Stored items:

◆ ◆ ◆ ◆ ◆

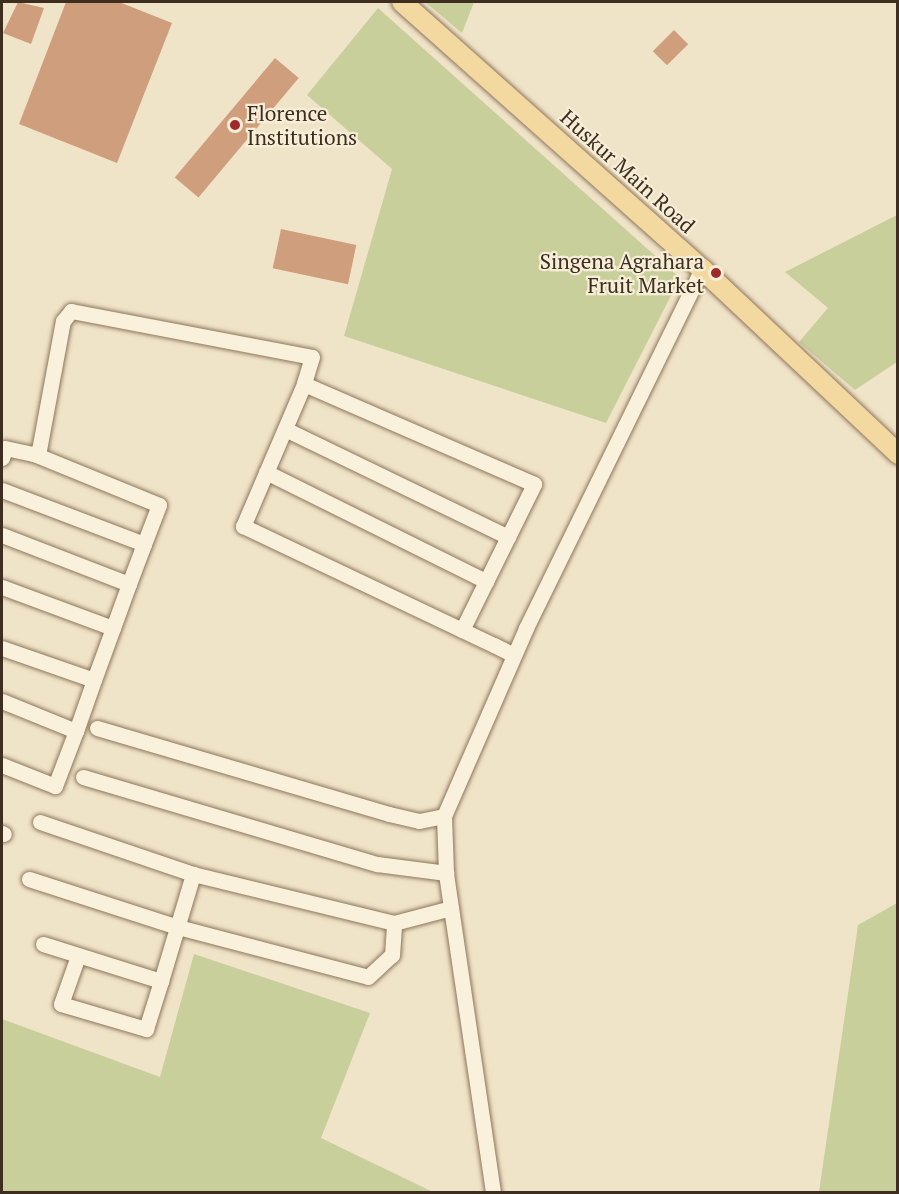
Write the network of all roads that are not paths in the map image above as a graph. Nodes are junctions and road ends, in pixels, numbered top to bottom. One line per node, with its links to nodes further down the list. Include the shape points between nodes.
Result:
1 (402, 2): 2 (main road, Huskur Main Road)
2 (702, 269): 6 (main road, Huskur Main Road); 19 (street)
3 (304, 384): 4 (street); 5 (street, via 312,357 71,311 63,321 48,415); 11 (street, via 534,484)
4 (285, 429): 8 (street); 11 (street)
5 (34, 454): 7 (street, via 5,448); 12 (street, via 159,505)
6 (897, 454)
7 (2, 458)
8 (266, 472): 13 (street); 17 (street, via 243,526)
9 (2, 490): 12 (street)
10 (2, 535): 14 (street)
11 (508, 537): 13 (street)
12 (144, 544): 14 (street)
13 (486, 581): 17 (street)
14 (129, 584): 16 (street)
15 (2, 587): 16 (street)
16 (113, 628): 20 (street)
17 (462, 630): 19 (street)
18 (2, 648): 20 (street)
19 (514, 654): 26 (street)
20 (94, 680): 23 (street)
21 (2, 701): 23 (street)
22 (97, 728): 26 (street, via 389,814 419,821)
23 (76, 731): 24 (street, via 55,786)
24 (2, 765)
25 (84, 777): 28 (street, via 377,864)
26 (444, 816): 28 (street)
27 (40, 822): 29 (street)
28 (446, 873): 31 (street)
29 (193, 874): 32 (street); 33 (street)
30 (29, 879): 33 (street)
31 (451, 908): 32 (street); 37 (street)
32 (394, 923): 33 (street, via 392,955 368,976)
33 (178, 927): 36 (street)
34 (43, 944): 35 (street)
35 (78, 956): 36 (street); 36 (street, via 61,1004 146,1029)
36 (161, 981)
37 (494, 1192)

◆ ◆ ◆ ◆ ◆

## What is being asked
Exact copy, no pictures: write out all the records above.

## Answer to this exercise
Write the network of all roads that are not paths in the map image above as a graph. Nodes are junctions and road ends, in pixels, numbered top to bottom. One line per node, with its links to nodes further down the list. Include the shape points between nodes.
Result:
1 (402, 2): 2 (main road, Huskur Main Road)
2 (702, 269): 6 (main road, Huskur Main Road); 19 (street)
3 (304, 384): 4 (street); 5 (street, via 312,357 71,311 63,321 48,415); 11 (street, via 534,484)
4 (285, 429): 8 (street); 11 (street)
5 (34, 454): 7 (street, via 5,448); 12 (street, via 159,505)
6 (897, 454)
7 (2, 458)
8 (266, 472): 13 (street); 17 (street, via 243,526)
9 (2, 490): 12 (street)
10 (2, 535): 14 (street)
11 (508, 537): 13 (street)
12 (144, 544): 14 (street)
13 (486, 581): 17 (street)
14 (129, 584): 16 (street)
15 (2, 587): 16 (street)
16 (113, 628): 20 (street)
17 (462, 630): 19 (street)
18 (2, 648): 20 (street)
19 (514, 654): 26 (street)
20 (94, 680): 23 (street)
21 (2, 701): 23 (street)
22 (97, 728): 26 (street, via 389,814 419,821)
23 (76, 731): 24 (street, via 55,786)
24 (2, 765)
25 (84, 777): 28 (street, via 377,864)
26 (444, 816): 28 (street)
27 (40, 822): 29 (street)
28 (446, 873): 31 (street)
29 (193, 874): 32 (street); 33 (street)
30 (29, 879): 33 (street)
31 (451, 908): 32 (street); 37 (street)
32 (394, 923): 33 (street, via 392,955 368,976)
33 (178, 927): 36 (street)
34 (43, 944): 35 (street)
35 (78, 956): 36 (street); 36 (street, via 61,1004 146,1029)
36 (161, 981)
37 (494, 1192)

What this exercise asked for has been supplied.